Mi telefonavano alle 2, alle 3. Ho avuto la casa vigilata dalla polizia giorno e notte, per mesi: alla mattina aprivo la porta e trovavo due poliziotti, se una scuola m’invitava a tenere una conferenza, andavo là e la trovavo circondata da carabinieri. Mia moglie aveva paura per i figli, e non li lasciava più andare a giocare a calcio, ma loro uscivano di nascosto.
La sera in cui doveva andare in onda una mia intervista le minacce furono così fitte che scappai dalla mia città, con tutta la famiglia. Trovai un albergo disposto ad ospitarci, a San Vito di Cadore, ma si era in ottobre, fuori stagione, faceva un freddo boia e le stanze non erano riscaldate. Mi presi una tonsillite e passai una settimana a letto, con la febbre alta. Ma questo libro lo volevo scrivere. Lo dovevo scrivere. Avevo fretta.
Ne anticipai una stesura non definitiva. L'avvocatura dello Stato, nell'arringa con cui chiedeva la condanna di una cellula nera per la strage di Bologna (il più grande atto di terrorismo in Italia, 85 morti e 200 feriti nella stazione ferroviaria), utilizzava undici pagine di questa stesura, scoperte nel covo dei terroristi, con le quali la cellula spiegava ai propri militanti perché, in nome di che cosa, con quale diritto, andava compiuta la strage, qual era il bene che scavalcava trecento vite umane. Quando ho avuto in mano il testo dell'accusa e poi la sentenza di condanna, ho dubitato dell'innocenza di scrivere romanzi. Perché quelle undici pagine, con le quali i terroristi cercavano di spiegarsi a sé stessi e di comprendersi, contenevano dunque il "movente" della strage.

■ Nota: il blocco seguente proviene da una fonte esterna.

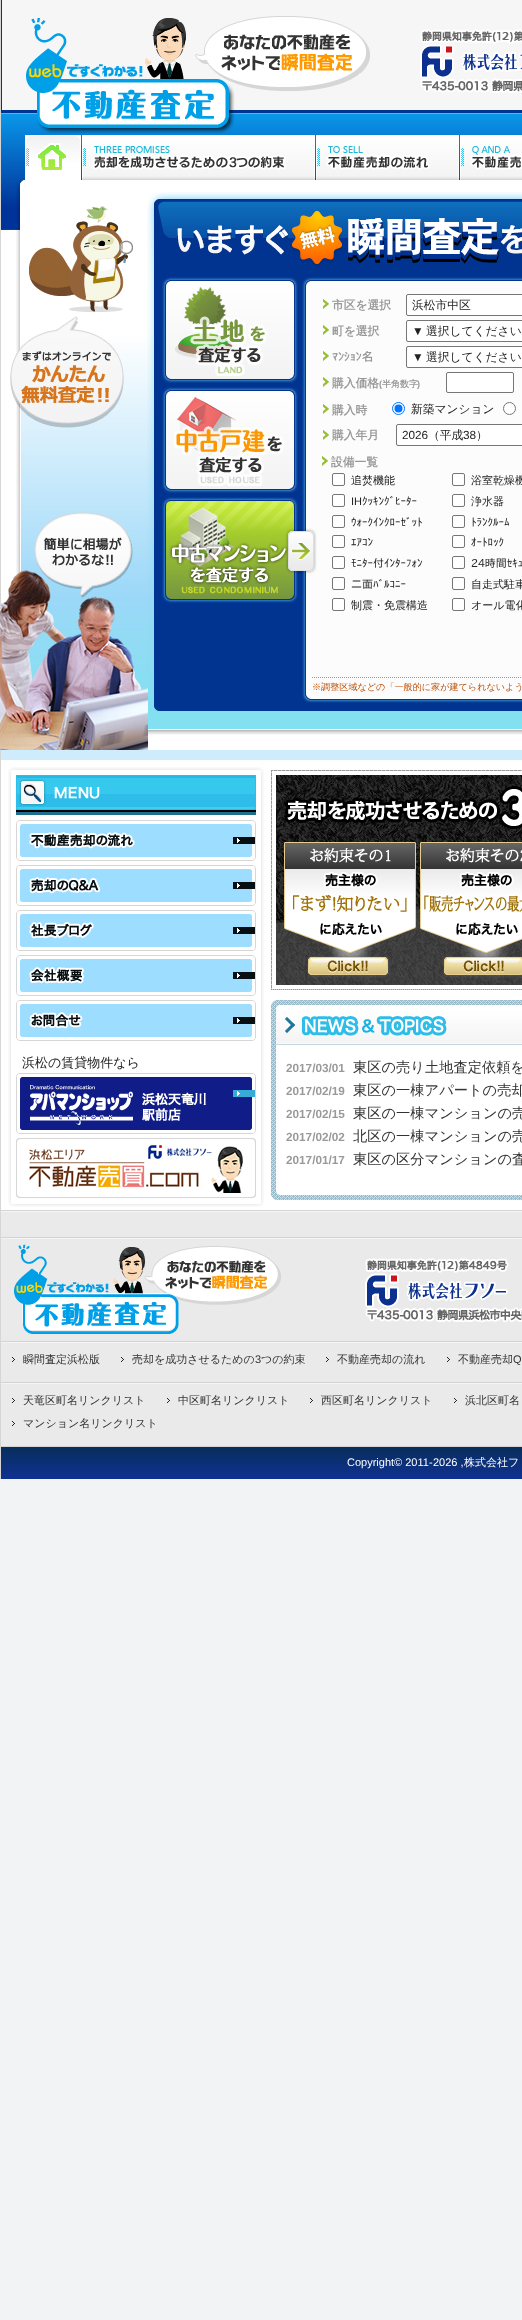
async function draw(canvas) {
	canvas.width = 522;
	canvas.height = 2320;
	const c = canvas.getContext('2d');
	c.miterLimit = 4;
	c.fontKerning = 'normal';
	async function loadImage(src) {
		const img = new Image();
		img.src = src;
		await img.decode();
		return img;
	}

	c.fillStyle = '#f1f3f4';
	c.fillRect(0, 0, 522, 2320);
	for (const [x, y, w, h, color] of [
		[2, 0, 520, 110, '#f6f6f6'],
		[1, 110, 521, 3, '#013490'],
		[1, 0, 1, 113, '#013490'],
	]) {
		c.fillStyle = color;
		c.fillRect(x, y, w, h);
	}
	c.drawImage(await loadImage('img4.png'), 1, 113, 521, 117);
	c.drawImage(await loadImage('img1.png'), 26, 16, 344, 118);
	c.drawImage(await loadImage('img2.png'), 420, 29, 102, 64);
	c.fillStyle = '#fff';
	c.fillRect(1, 230, 521, 980);
	c.drawImage(await loadImage('img9.png'), 16, 180, 506, 555);
	c.drawImage(await loadImage('img3.png'), 29, 206, 104, 106);
	c.fillStyle = '#d6d6d6';
	c.fillRect(0, 0, 1, 1210);
	c.drawImage(await loadImage('img5.png'), 25, 135, 56, 45);
	c.drawImage(await loadImage('img6.png'), 82, 135, 233, 45);
	c.drawImage(await loadImage('img7.png'), 316, 135, 143, 45);
	c.drawImage(await loadImage('img8.png'), 460, 135, 62, 45);
	c.drawImage(await loadImage('img10.png'), 147, 270, 375, 441);
	c.drawImage(await loadImage('img11.png'), 147, 192, 375, 78);
	c.drawImage(await loadImage('img12.png'), 162, 277, 136, 106);
	c.drawImage(await loadImage('img13.png'), 162, 387, 136, 106);
	c.drawImage(await loadImage('img15.png'), 302, 277, 220, 426);
	c.drawImage(await loadImage('img14.png'), 162, 497, 155, 106);
	c.drawImage(await loadImage('img16.png'), 323, 299, 6, 10);
	c.font = 'bold 11.75px WenQuanYi Zen Hei';
	c.fillStyle = '#999';
	c.fillText('市区を選択', 332, 309);
	c.fillStyle = '#fff';
	c.beginPath();
	c.roundRect(406.5, 294.5, 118, 21, 1.5);
	c.fill();
	c.strokeStyle = '#767676';
	c.stroke();
	c.font = '500 11.75px WenQuanYi Zen Hei';
	c.fillStyle = '#222';
	c.fillText('浜松市中区', 412, 309);
	c.drawImage(await loadImage('img16.png'), 323, 325, 6, 10);
	c.font = 'bold 11.75px WenQuanYi Zen Hei';
	c.fillStyle = '#999';
	c.fillText('町を選択', 332, 335);
	c.fillStyle = '#fff';
	c.beginPath();
	c.roundRect(406.5, 320.5, 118, 21, 1.5);
	c.fill();
	c.stroke();
	c.font = '11.75px Liberation Sans';
	c.fillStyle = '#222';
	c.fillText('▼', 412, 335);
	c.font = '500 11.75px WenQuanYi Zen Hei';
	c.fillText('選択してください', 426, 335);
	c.drawImage(await loadImage('img16.png'), 323, 351, 6, 10);
	c.font = 'bold 11.75px IPAPGothic';
	c.fillStyle = '#999';
	c.fillText('ﾏﾝｼｮﾝ名', 332, 361);
	c.fillStyle = '#fff';
	c.beginPath();
	c.roundRect(406.5, 346.5, 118, 21, 1.5);
	c.fill();
	c.stroke();
	c.font = '11.75px Liberation Sans';
	c.fillStyle = '#222';
	c.fillText('▼', 412, 361);
	c.font = '500 11.75px WenQuanYi Zen Hei';
	c.fillText('選択してください', 426, 361);
	c.drawImage(await loadImage('img16.png'), 323, 377, 6, 10);
	c.font = 'bold 11.75px WenQuanYi Zen Hei';
	c.fillStyle = '#999';
	c.fillText('購入価格', 332, 387);
	c.font = 'bold 9px Liberation Sans';
	c.fillText('(', 379, 387);
	c.font = 'bold 9px WenQuanYi Zen Hei';
	c.fillText('半角数字', 382, 387);
	c.font = 'bold 9px Liberation Sans';
	c.fillText(')', 417, 387);
	c.fillStyle = '#fff';
	c.beginPath();
	c.roundRect(446.5, 372.5, 67, 20, 1.5);
	c.fill();
	c.stroke();
	c.drawImage(await loadImage('img16.png'), 323, 404, 6, 10);
	c.font = 'bold 11.75px WenQuanYi Zen Hei';
	c.fillStyle = '#999';
	c.fillText('購入時', 332, 414);
	c.fillStyle = '#fff';
	c.beginPath();
	c.arc(398.5, 408.5, 6, 0, 2 * Math.PI);
	c.fill();
	c.strokeStyle = '#0075ff';
	c.stroke();
	c.fillStyle = '#0075ff';
	c.beginPath();
	c.arc(398.5, 408.5, 4, 0, 2 * Math.PI);
	c.fill();
	c.font = '500 11.75px WenQuanYi Zen Hei';
	c.fillStyle = '#222';
	c.fillText('新築マンション', 411, 413);
	c.fillStyle = '#fff';
	c.beginPath();
	c.arc(509.5, 408.5, 6, 0, 2 * Math.PI);
	c.fill();
	c.strokeStyle = '#767676';
	c.stroke();
	c.drawImage(await loadImage('img17.png'), 323, 430, 6, 10);
	c.font = 'bold 11.75px WenQuanYi Zen Hei';
	c.fillStyle = '#999';
	c.fillText('購入年月', 332, 439);
	c.fillStyle = '#fff';
	c.beginPath();
	c.roundRect(396.5, 424.5, 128, 21, 1.5);
	c.fill();
	c.stroke();
	c.font = '11.75px Liberation Sans';
	c.fillStyle = '#222';
	c.fillText('2026', 402, 439);
	c.font = '500 11.75px WenQuanYi Zen Hei';
	c.fillText('（平成', 428, 439);
	c.font = '11.75px Liberation Sans';
	c.fillText('38', 463, 439);
	c.font = '500 11.75px WenQuanYi Zen Hei';
	c.fillText('）', 476, 439);
	c.drawImage(await loadImage('img16.png'), 322, 456, 6, 10);
	c.font = 'bold 11.75px WenQuanYi Zen Hei';
	c.fillStyle = '#999';
	c.fillText('設備一覧', 331, 466);
	c.fillStyle = '#fff';
	c.beginPath();
	c.roundRect(332.5, 473.5, 12, 12, 1.5);
	c.fill();
	c.stroke();
	c.font = '500 11px WenQuanYi Zen Hei';
	c.fillStyle = '#222';
	c.fillText('追焚機能', 351, 484);
	c.fillStyle = '#fff';
	c.beginPath();
	c.roundRect(452.5, 473.5, 12, 12, 1.5);
	c.fill();
	c.stroke();
	c.fillStyle = '#222';
	c.fillText('浴室乾燥機', 471, 484);
	c.fillStyle = '#fff';
	c.beginPath();
	c.roundRect(332.5, 494.5, 12, 12, 1.5);
	c.fill();
	c.stroke();
	c.font = '11px Liberation Sans';
	c.fillStyle = '#222';
	c.fillText('IH', 351, 505);
	c.font = '11px IPAPGothic';
	c.fillText('ｸｯｷﾝｸﾞﾋｰﾀｰ', 362, 505);
	c.fillStyle = '#fff';
	c.beginPath();
	c.roundRect(452.5, 494.5, 12, 12, 1.5);
	c.fill();
	c.stroke();
	c.font = '500 11px WenQuanYi Zen Hei';
	c.fillStyle = '#222';
	c.fillText('浄水器', 471, 505);
	c.fillStyle = '#fff';
	c.beginPath();
	c.roundRect(332.5, 515.5, 12, 12, 1.5);
	c.fill();
	c.stroke();
	c.font = '11px IPAPGothic';
	c.fillStyle = '#222';
	c.fillText('ｳｫｰｸｲﾝｸﾛｰｾﾞｯﾄ', 351, 526);
	c.fillStyle = '#fff';
	c.beginPath();
	c.roundRect(452.5, 515.5, 12, 12, 1.5);
	c.fill();
	c.stroke();
	c.fillStyle = '#222';
	c.fillText('ﾄﾗﾝｸﾙｰﾑ', 471, 526);
	c.fillStyle = '#fff';
	c.beginPath();
	c.roundRect(332.5, 535.5, 12, 12, 1.5);
	c.fill();
	c.stroke();
	c.fillStyle = '#222';
	c.fillText('ｴｱｺﾝ', 351, 546);
	c.fillStyle = '#fff';
	c.beginPath();
	c.roundRect(452.5, 535.5, 12, 12, 1.5);
	c.fill();
	c.stroke();
	c.fillStyle = '#222';
	c.fillText('ｵｰﾄﾛｯｸ', 471, 546);
	c.fillStyle = '#fff';
	c.beginPath();
	c.roundRect(332.5, 556.5, 12, 12, 1.5);
	c.fill();
	c.stroke();
	c.fillStyle = '#222';
	c.fillText('ﾓﾆﾀｰ付ｲﾝﾀｰﾌｫﾝ', 351, 567);
	c.fillStyle = '#fff';
	c.beginPath();
	c.roundRect(452.5, 556.5, 12, 12, 1.5);
	c.fill();
	c.stroke();
	c.fillStyle = '#222';
	c.fillText('24時間ｾｷｭ', 471, 567);
	c.fillStyle = '#fff';
	c.beginPath();
	c.roundRect(332.5, 577.5, 12, 12, 1.5);
	c.fill();
	c.stroke();
	c.fillStyle = '#222';
	c.fillText('二面ﾊﾞﾙｺﾆｰ', 351, 588);
	c.fillStyle = '#fff';
	c.beginPath();
	c.roundRect(452.5, 577.5, 12, 12, 1.5);
	c.fill();
	c.stroke();
	c.font = '500 11px WenQuanYi Zen Hei';
	c.fillStyle = '#222';
	c.fillText('自走式駐車', 471, 588);
	c.fillStyle = '#fff';
	c.beginPath();
	c.roundRect(332.5, 598.5, 12, 12, 1.5);
	c.fill();
	c.stroke();
	c.fillStyle = '#222';
	c.fillText('制震・免震構造', 351, 609);
	c.fillStyle = '#fff';
	c.beginPath();
	c.roundRect(452.5, 598.5, 12, 12, 1.5);
	c.fill();
	c.stroke();
	c.fillStyle = '#222';
	c.fillText('オール電化', 471, 609);
	c.beginPath();
	c.moveTo(312, 677.5);
	c.lineTo(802, 677.5);
	c.strokeStyle = '#999';
	c.setLineDash([1, 1]);
	c.stroke();
	c.font = '500 9.1px WenQuanYi Zen Hei';
	c.fillStyle = '#bf4d00';
	c.fillText('※調整区域などの「一般的に家が建てられないよう', 312, 690);
	c.fillStyle = '#cfecfc';
	c.fillRect(1, 750, 521, 10);
	c.drawImage(await loadImage('img18.png'), 8, 767, 256, 49);
	c.drawImage(await loadImage('img19.png'), 8, 816, 256, 382);
	c.drawImage(await loadImage('img20.png'), 16, 820, 240, 41);
	c.drawImage(await loadImage('img21.png'), 16, 865, 240, 41);
	c.drawImage(await loadImage('img22.png'), 16, 910, 240, 41);
	c.drawImage(await loadImage('img23.png'), 16, 955, 240, 41);
	c.drawImage(await loadImage('img24.png'), 16, 1000, 240, 41);
	c.font = '500 13px WenQuanYi Zen Hei';
	c.fillStyle = '#222';
	c.fillText('浜松の賃貸物件なら', 22, 1067);
	c.drawImage(await loadImage('img25.png'), 16, 1073, 240, 61);
	c.drawImage(await loadImage('img26.png'), 16, 1138, 240, 60);
	c.drawImage(await loadImage('img27.png'), 8, 1198, 256, 9);
	c.drawImage(await loadImage('img28.png'), 271, 770, 251, 220);
	c.drawImage(await loadImage('img29.png'), 307, 955, 84, 23);
	c.drawImage(await loadImage('img30.png'), 443, 956, 79, 23);
	c.drawImage(await loadImage('img31.png'), 271, 1000, 251, 200);
	c.drawImage(await loadImage('img32.png'), 301, 1016, 146, 20);
	c.font = 'bold 11.75px Liberation Sans';
	c.fillStyle = '#999';
	c.fillText('2017/03/01', 286, 1072);
	c.font = '500 14.25px WenQuanYi Zen Hei';
	c.fillStyle = '#333';
	c.fillText('東区の売り土地査定依頼を', 353, 1072);
	c.font = 'bold 11.75px Liberation Sans';
	c.fillStyle = '#999';
	c.fillText('2017/02/19', 286, 1095);
	c.font = '500 14.25px WenQuanYi Zen Hei';
	c.fillStyle = '#333';
	c.fillText('東区の一棟アパートの売却', 353, 1095);
	c.font = 'bold 11.75px Liberation Sans';
	c.fillStyle = '#999';
	c.fillText('2017/02/15', 286, 1118);
	c.font = '500 14.25px WenQuanYi Zen Hei';
	c.fillStyle = '#333';
	c.fillText('東区の一棟マンションの売', 353, 1118);
	c.font = 'bold 11.75px Liberation Sans';
	c.fillStyle = '#999';
	c.fillText('2017/02/02', 286, 1141);
	c.font = '500 14.25px WenQuanYi Zen Hei';
	c.fillStyle = '#333';
	c.fillText('北区の一棟マンションの売', 353, 1141);
	c.font = 'bold 11.75px Liberation Sans';
	c.fillStyle = '#999';
	c.fillText('2017/01/17', 286, 1164);
	c.font = '500 14.25px WenQuanYi Zen Hei';
	c.fillStyle = '#333';
	c.fillText('東区の区分マンションの査', 353, 1164);
	c.drawImage(await loadImage('img33.png'), 10, 316, 114, 112);
	c.drawImage(await loadImage('img34.png'), 0, 512, 148, 238);
	for (const [x, y, w, h, color] of [
		[0, 1210, 522, 1, '#d3d3d3'],
		[0, 1210, 1, 269, '#d6d6d6'],
		[1, 1212, 521, 25, '#eaeaea'],
		[1, 1211, 521, 1, '#f5f5f5'],
		[1, 1237, 521, 1, '#d3d3d3'],
		[1, 1239, 521, 102, '#eaeaea'],
		[1, 1238, 521, 1, '#f5f5f5'],
		[1, 1341, 521, 1, '#d3d3d3'],
	]) {
		c.fillStyle = color;
		c.fillRect(x, y, w, h);
	}
	c.drawImage(await loadImage('img35.png'), 14, 1244, 267, 90);
	c.drawImage(await loadImage('img36.png'), 365, 1258, 157, 65);
	for (const [x, y, w, h, color] of [
		[1, 1343, 521, 39, '#eaeaea'],
		[1, 1342, 521, 1, '#f5f5f5'],
		[1, 1382, 521, 1, '#d3d3d3'],
	]) {
		c.fillStyle = color;
		c.fillRect(x, y, w, h);
	}
	c.drawImage(await loadImage('img37.png'), 12, 1357, 3, 5);
	c.font = '500 11px WenQuanYi Zen Hei';
	c.fillStyle = '#333';
	c.fillText('瞬間査定浜松版', 23, 1363);
	c.drawImage(await loadImage('img37.png'), 121, 1357, 3, 5);
	c.fillText('売却を成功させるための', 132, 1363);
	c.font = '11px Liberation Sans';
	c.fillText('3', 255, 1363);
	c.font = '500 11px WenQuanYi Zen Hei';
	c.fillText('つの約束', 261, 1363);
	c.drawImage(await loadImage('img37.png'), 326, 1357, 3, 5);
	c.fillText('不動産売却の流れ', 337, 1363);
	c.drawImage(await loadImage('img37.png'), 447, 1357, 3, 5);
	c.fillText('不動産売却', 458, 1363);
	c.font = '11px Liberation Sans';
	c.fillText('Q', 513, 1363);
	for (const [x, y, w, h, color] of [
		[1, 1384, 521, 62, '#eaeaea'],
		[1, 1383, 521, 1, '#f5f5f5'],
		[1, 1446, 521, 1, '#d3d3d3'],
	]) {
		c.fillStyle = color;
		c.fillRect(x, y, w, h);
	}
	c.drawImage(await loadImage('img37.png'), 12, 1398, 3, 5);
	c.font = '500 11px WenQuanYi Zen Hei';
	c.fillStyle = '#333';
	c.fillText('天竜区町名リンクリスト', 23, 1404);
	c.drawImage(await loadImage('img37.png'), 167, 1398, 3, 5);
	c.fillText('中区町名リンクリスト', 178, 1404);
	c.drawImage(await loadImage('img37.png'), 310, 1398, 3, 5);
	c.fillText('西区町名リンクリスト', 321, 1404);
	c.drawImage(await loadImage('img37.png'), 454, 1398, 3, 5);
	c.fillText('浜北区町名', 465, 1404);
	c.drawImage(await loadImage('img37.png'), 12, 1421, 3, 5);
	c.fillText('マンション名リンクリスト', 23, 1427);
	c.drawImage(await loadImage('img38.png'), 1, 1447, 521, 32);
	c.font = '11px Liberation Sans';
	c.fillStyle = '#fff';
	c.fillText('Copyright© 2011-', 347, 1466);
	c.fillText('2026 ,', 433, 1466);
	c.font = '500 11px WenQuanYi Zen Hei';
	c.fillText('株式会社フ', 464, 1466);
}

draw(document.querySelector('canvas'));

Sono le pagine comprese nella parte intitolata "Organizzazione", dal periodo che dice: «Bisogna arrivare al punto che non solo gli aerei, ma le navi, e i treni, e le strade siano insicure: bisogna ripristinare il terrore dei pirati, il terrore dei briganti, la paralisi della circolazione», fino alla conclusione: «Noi dobbiamo dare al sistema un colpo tale che ogni coscienza si rimetta a noi con tutta la docilità, con tutta la gratitudine per qualunque cosa faremo di essa. Occorre che il nostro gesto sia così chiaro, da far nascere in tutta la popolazione inerme e inginocchiata due sole risposte e nessun dubbio: "Sono loro!" e "Finalmente!"».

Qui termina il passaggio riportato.